Describing the source code

To understand the details of what’s going on inside. Let’s start with the main() function. It looks like a lot of code, but don’t worry—we’ll break it down piece by piece.

def main(options=None):
    if not options:
        # deal with command line arguments
        parser = ArgumentParser()
        Job.Runner.addToilOptions(parser)
        parser.add_argument('--numLines', default=defaultLines, help='Number of lines in file to sort.', type=int)
        parser.add_argument('--lineLength', default=defaultLineLen, help='Length of lines in file to sort.', type=int)
        parser.add_argument("--fileToSort", help="The file you wish to sort")
        parser.add_argument("--outputFile", help="Where the sorted output will go")
        parser.add_argument("--overwriteOutput", help="Write over the output file if it already exists.", default=True)
        parser.add_argument("--N", dest="N",
                            help="The threshold below which a serial sort function is used to sort file. "
                                 "All lines must of length less than or equal to N or program will fail",
                            default=10000)
        parser.add_argument('--downCheckpoints', action='store_true',
                            help='If this option is set, the workflow will make checkpoints on its way through'
                                 'the recursive "down" part of the sort')
        parser.add_argument("--sortMemory", dest="sortMemory",
                        help="Memory for jobs that sort chunks of the file.",
                        default=None)

        parser.add_argument("--mergeMemory", dest="mergeMemory",
                        help="Memory for jobs that collate results.",
                        default=None)

        options = parser.parse_args()
    if not hasattr(options, "sortMemory") or not options.sortMemory:
        options.sortMemory = sortMemory
    if not hasattr(options, "mergeMemory") or not options.mergeMemory:
        options.mergeMemory = sortMemory

    # do some input verification
    sortedFileName = options.outputFile or "sortedFile.txt"
    if not options.overwriteOutput and os.path.exists(sortedFileName):
        print(f'Output file {sortedFileName} already exists.  '
              f'Delete it to run the sort example again or use --overwriteOutput=True')
        exit()

    fileName = options.fileToSort
    if options.fileToSort is None:
        # make the file ourselves
        fileName = 'fileToSort.txt'
        if os.path.exists(fileName):
            print(f'Sorting existing file: {fileName}')
        else:
            print(f'No sort file specified. Generating one automatically called: {fileName}.')
            makeFileToSort(fileName=fileName, lines=options.numLines, lineLen=options.lineLength)
    else:
        if not os.path.exists(options.fileToSort):
            raise RuntimeError("File to sort does not exist: %s" % options.fileToSort)
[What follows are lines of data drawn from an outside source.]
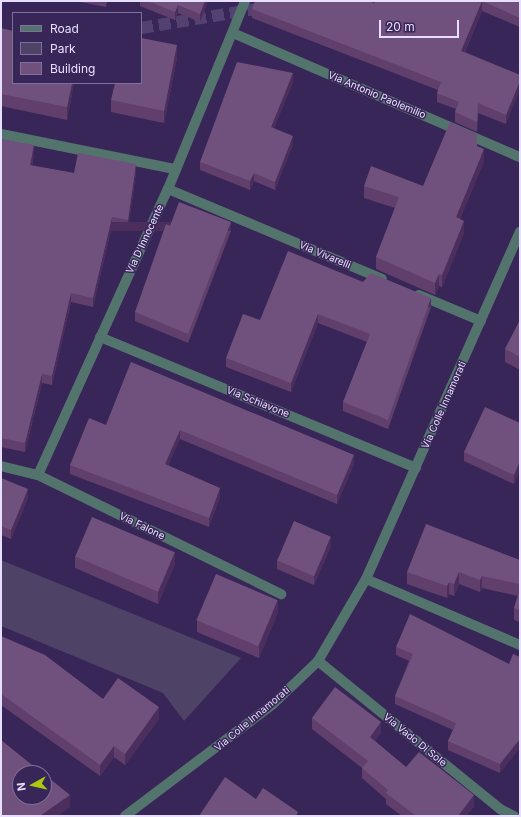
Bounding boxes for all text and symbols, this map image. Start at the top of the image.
legend [12,12,142,84]
scale bar [381,12,461,38]
text: 20 m [386,19,415,34]
text: Road [50,21,79,36]
text: Park [50,41,76,56]
text: Building [50,61,95,76]
street label: Via Antonio Paolemilio [326,69,428,121]
street label: Via D'Innocente [124,203,166,275]
street label: Via Vivarelli [297,239,353,271]
street label: Via Colle Innamorati [419,359,469,451]
street label: Via Schiavone [225,384,291,420]
street label: Via Falone [117,510,167,542]
street label: Via Colle Innamorati [212,684,292,754]
street label: Via Vado Di Sole [381,711,449,769]
north arrow [12,765,52,805]
text: N [14,781,29,792]

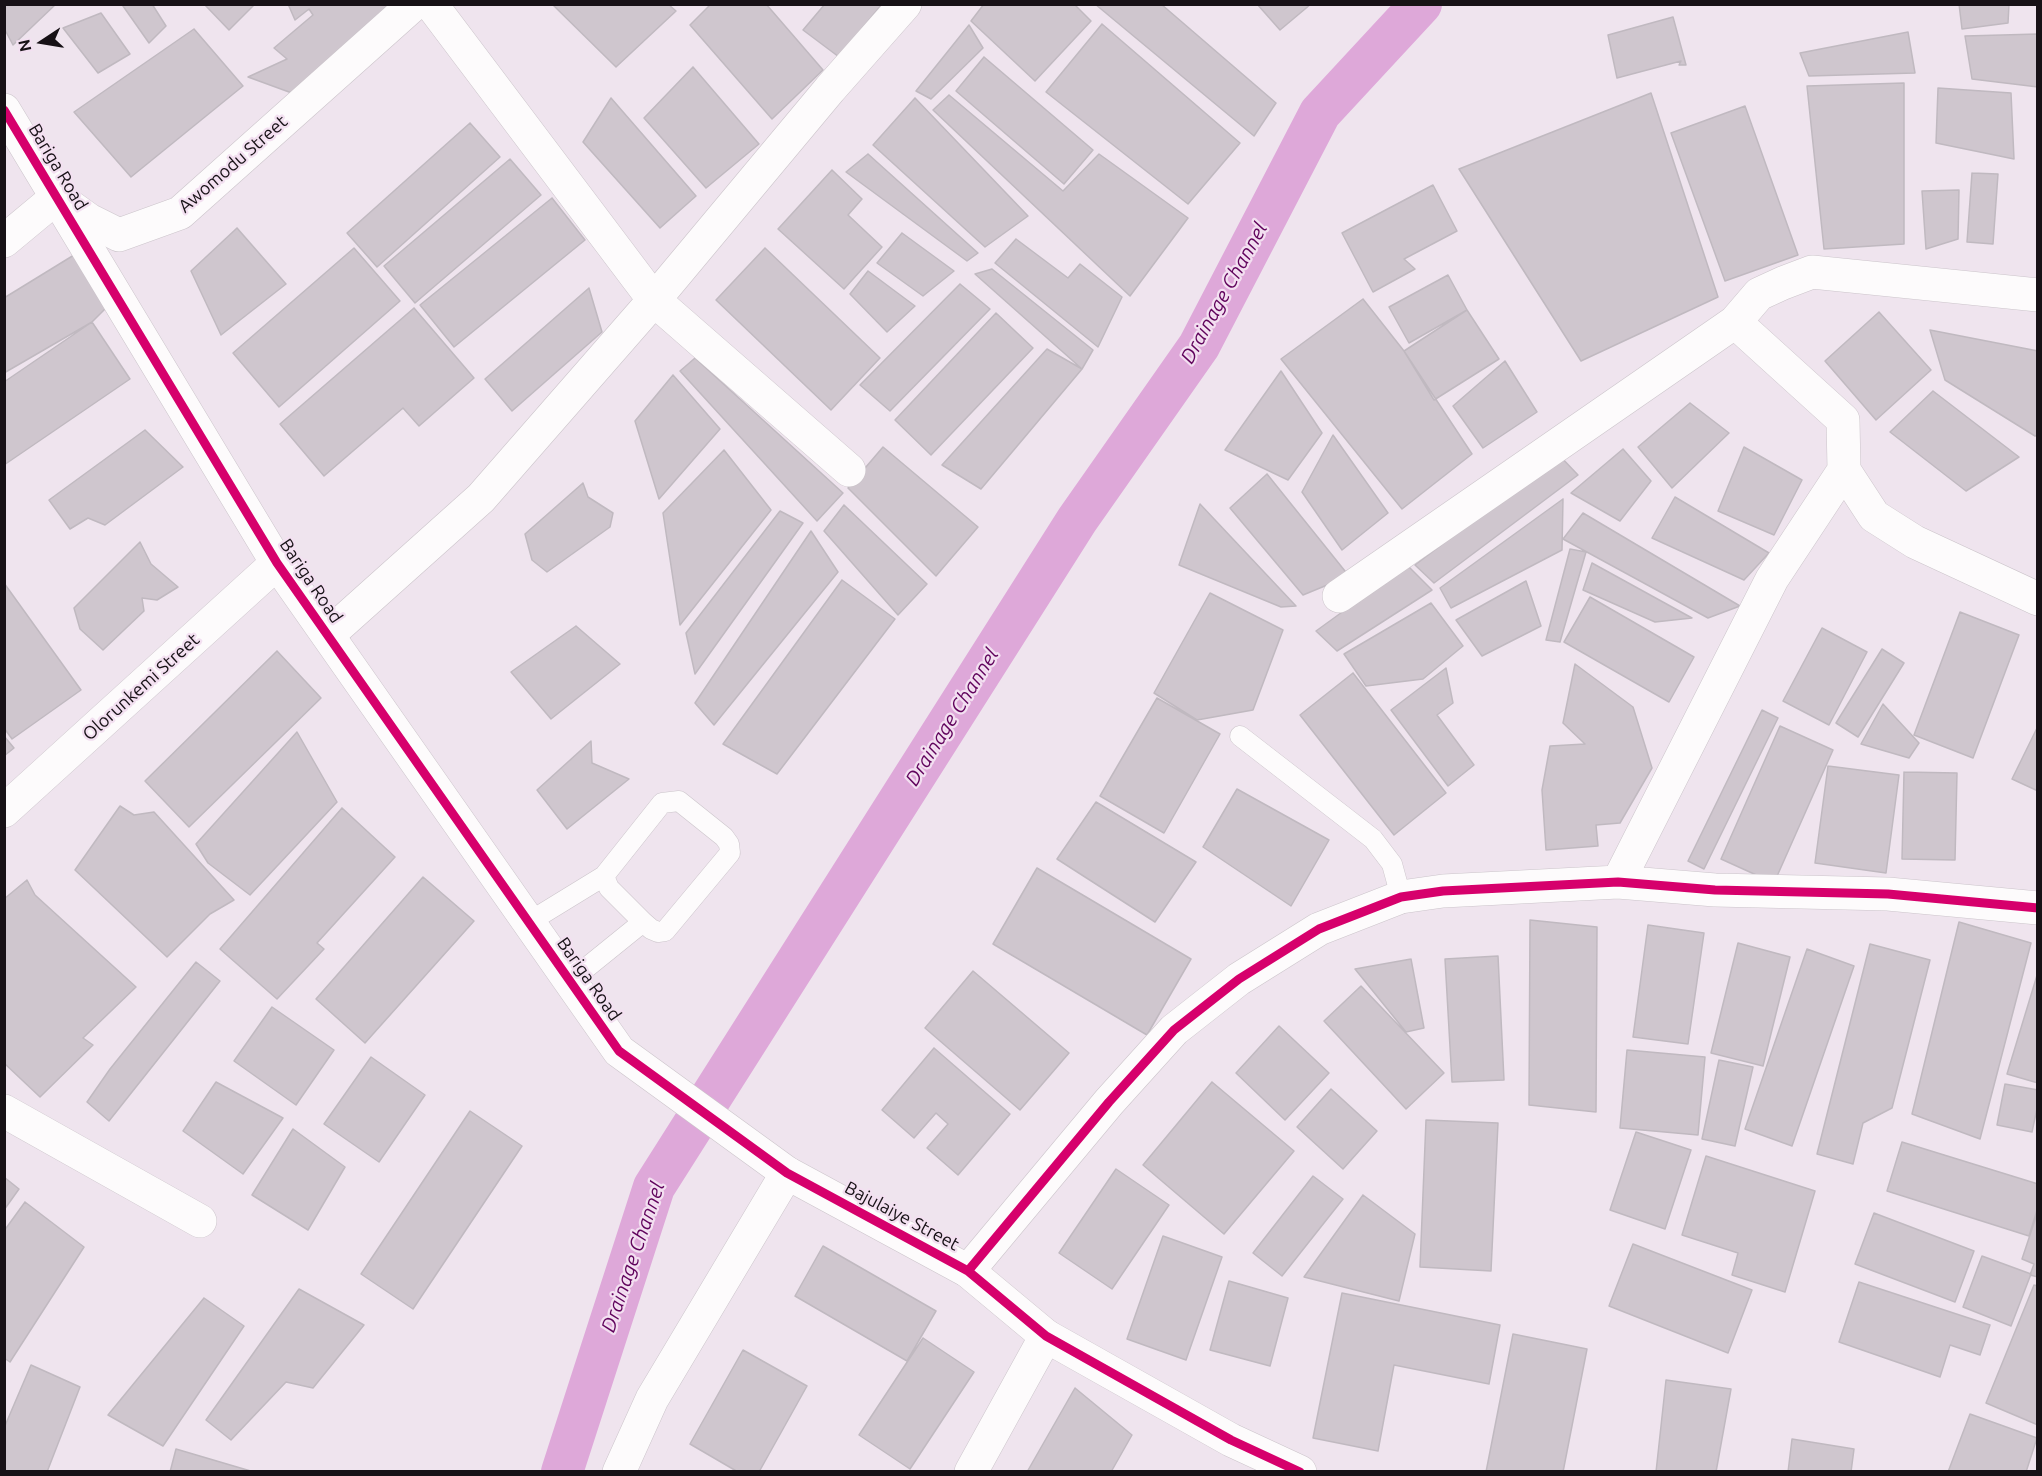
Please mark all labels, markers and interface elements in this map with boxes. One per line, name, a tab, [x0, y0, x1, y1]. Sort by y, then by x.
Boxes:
north arrow	[12, 12, 72, 72]
text: N	[14, 38, 34, 53]
street label: Awomodu Street	[174, 111, 292, 217]
street label: Bariga Road	[24, 120, 92, 214]
water label: Drainage Channel	[1175, 218, 1273, 368]
street label: Bariga Road	[275, 535, 347, 627]
street label: Olorunkemi Street	[78, 629, 204, 745]
water label: Drainage Channel	[900, 644, 1004, 790]
street label: Bariga Road	[552, 933, 626, 1025]
street label: Bajulaiye Street	[841, 1177, 963, 1255]
water label: Drainage Channel	[596, 1179, 670, 1335]

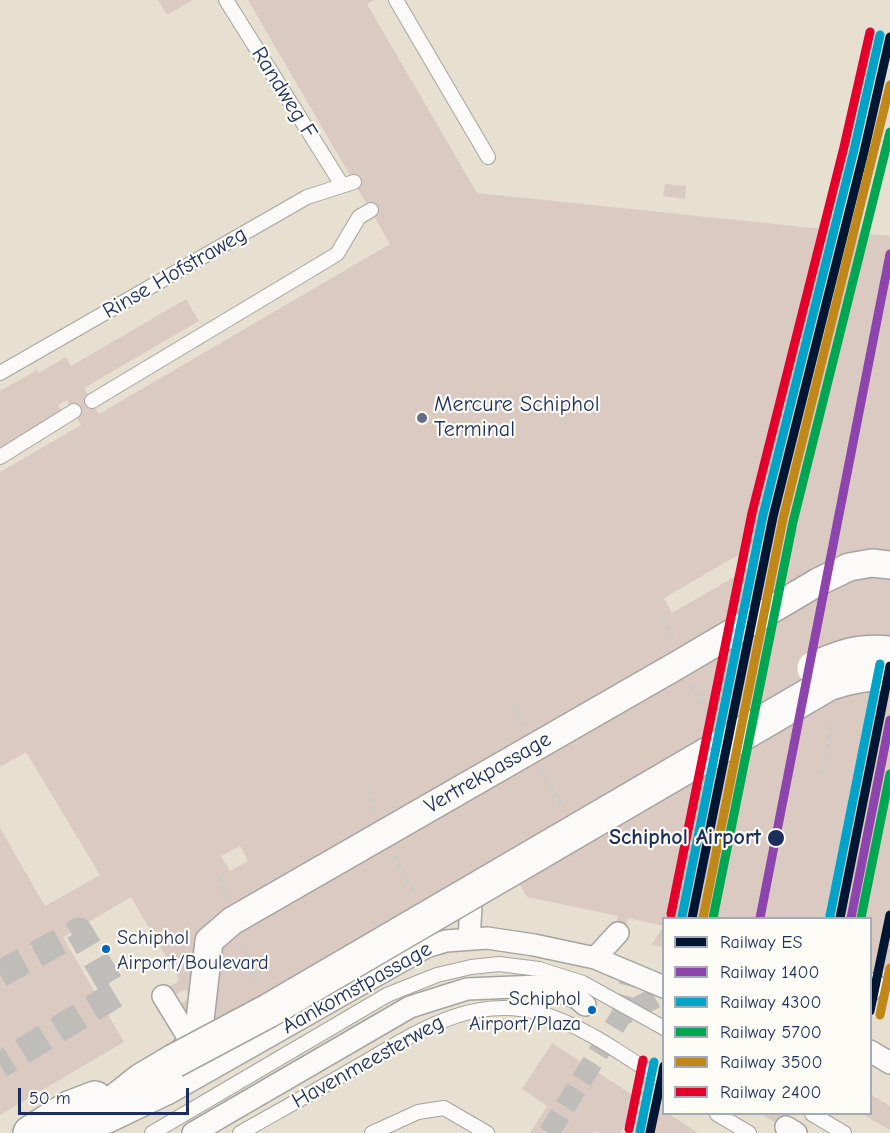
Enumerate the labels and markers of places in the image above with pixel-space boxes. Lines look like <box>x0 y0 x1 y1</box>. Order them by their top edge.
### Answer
place label: Mercure Schiphol Terminal <box>434 392 600 444</box>
marker: Mercure Schiphol Terminal <box>415 411 429 425</box>
place label: Schiphol Airport <box>609 825 761 851</box>
marker: Schiphol Airport <box>766 828 786 848</box>
place label: Schiphol Airport/Boulevard <box>117 926 268 973</box>
marker: Schiphol Airport/Boulevard <box>100 943 112 955</box>
place label: Schiphol Airport/Plaza <box>469 987 581 1034</box>
marker: Schiphol Airport/Plaza <box>586 1004 598 1016</box>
    if int(options.N) <= 0:
        raise RuntimeError("Invalid value of N: %s" % options.N)

    # Now we are ready to run
    with Toil(options) as workflow:
        sortedFileURL = 'file://' + os.path.abspath(sortedFileName)
        if not workflow.options.restart:
            sortFileURL = 'file://' + os.path.abspath(fileName)
            sortFileID = workflow.importFile(sortFileURL)
            sortedFileID = workflow.start(Job.wrapJobFn(setup,
                                                        sortFileID,
                                                        int(options.N),
                                                        options.downCheckpoints,
                                                        options=options,
                                                        memory=sortMemory))
        else:
            sortedFileID = workflow.restart()
        workflow.exportFile(sortedFileID, sortedFileURL)

First we make a parser to process command line arguments using the argparse module. It’s important that we add the call to Job.Runner.addToilOptions() to initialize our parser with all of Toil’s default options. Then we add the command line arguments unique to this workflow, and parse the input. The help message listed with the arguments should give you a pretty good idea of what they can do.

Next we do a little bit of verification of the input arguments. The option --fileToSort allows you to specify a file that needs to be sorted. If this option isn’t given, it’s here that we make our own file with the call to makeFileToSort().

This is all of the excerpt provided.